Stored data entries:
-- Opening Marker --

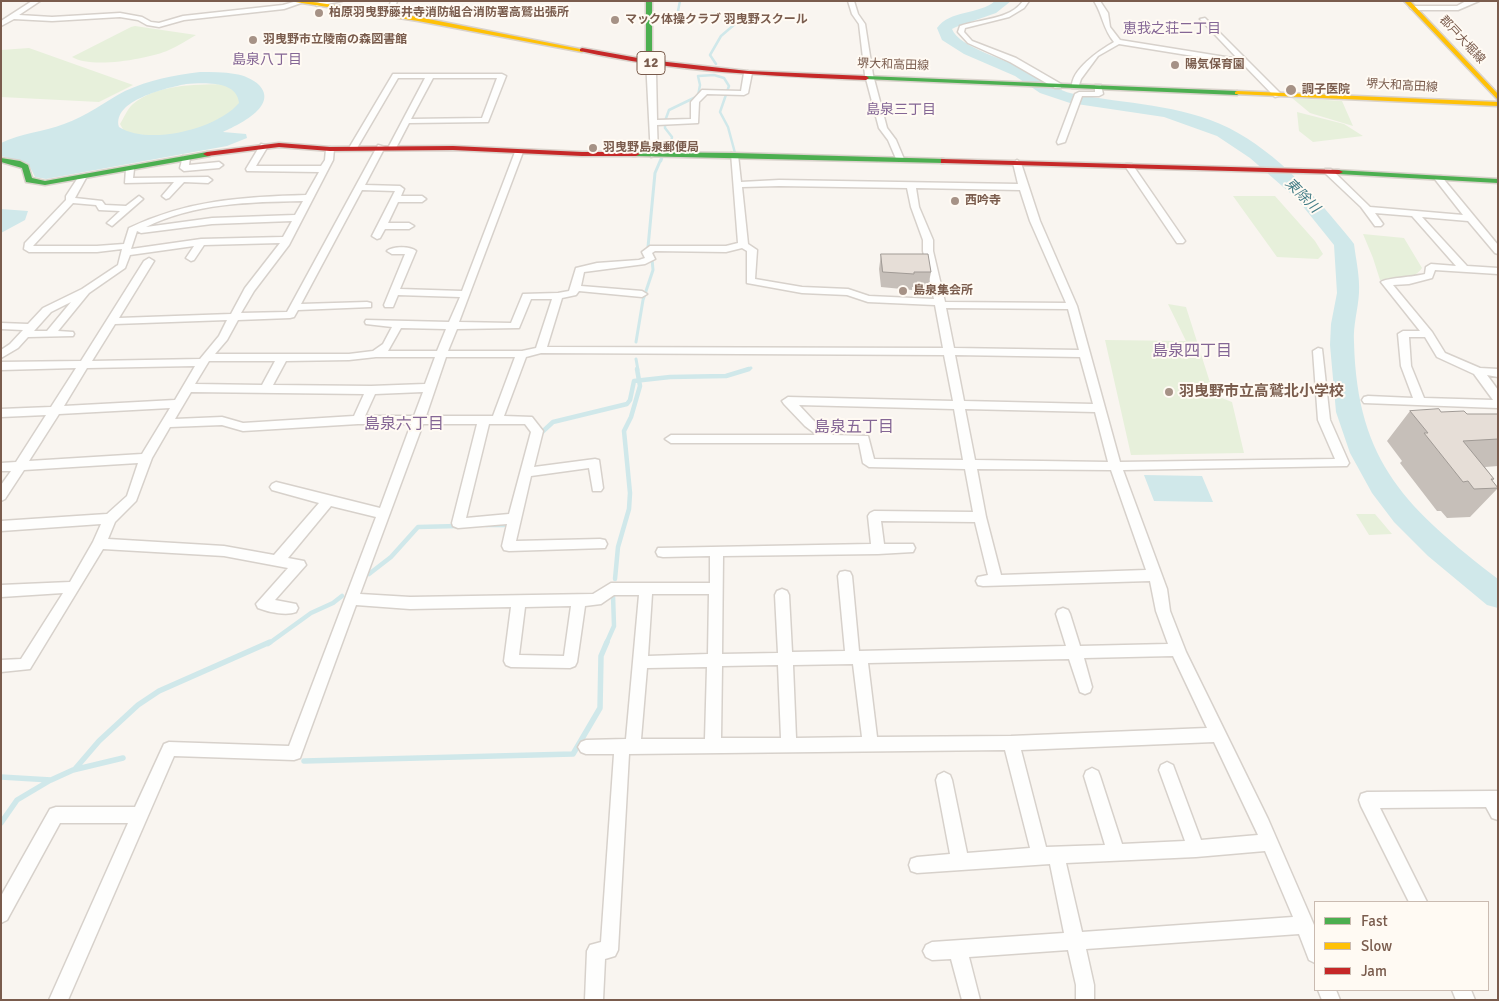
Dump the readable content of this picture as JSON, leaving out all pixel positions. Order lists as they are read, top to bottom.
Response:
{
  "streets": {
    "main road": ["郡戸大堀線", "12", "堺大和高田線"]
  },
  "districts": [
    "恵我之荘二丁目",
    "島泉八丁目",
    "島泉三丁目",
    "島泉四丁目",
    "島泉六丁目",
    "島泉五丁目"
  ],
  "water": ["東除川"],
  "places": [
    "柏原羽曳野藤井寺消防組合消防署高鷲出張所",
    "マック体操クラブ 羽曳野スクール",
    "羽曳野市立陵南の森図書館",
    "陽気保育園",
    "調子医院",
    "羽曳野島泉郵便局",
    "西吟寺",
    "島泉集会所",
    "羽曳野市立高鷲北小学校"
  ],
  "legend": ["Fast", "Slow", "Jam"]
}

-- Closing Marker --

Activity> Make a word-for-word copy of the records above, excluding all pictures.

Answer for the task>
Dump the readable content of this picture as JSON, leaving out all pixel positions. Order lists as they are read, top to bottom.
Response:
{
  "streets": {
    "main road": ["郡戸大堀線", "12", "堺大和高田線"]
  },
  "districts": [
    "恵我之荘二丁目",
    "島泉八丁目",
    "島泉三丁目",
    "島泉四丁目",
    "島泉六丁目",
    "島泉五丁目"
  ],
  "water": ["東除川"],
  "places": [
    "柏原羽曳野藤井寺消防組合消防署高鷲出張所",
    "マック体操クラブ 羽曳野スクール",
    "羽曳野市立陵南の森図書館",
    "陽気保育園",
    "調子医院",
    "羽曳野島泉郵便局",
    "西吟寺",
    "島泉集会所",
    "羽曳野市立高鷲北小学校"
  ],
  "legend": ["Fast", "Slow", "Jam"]
}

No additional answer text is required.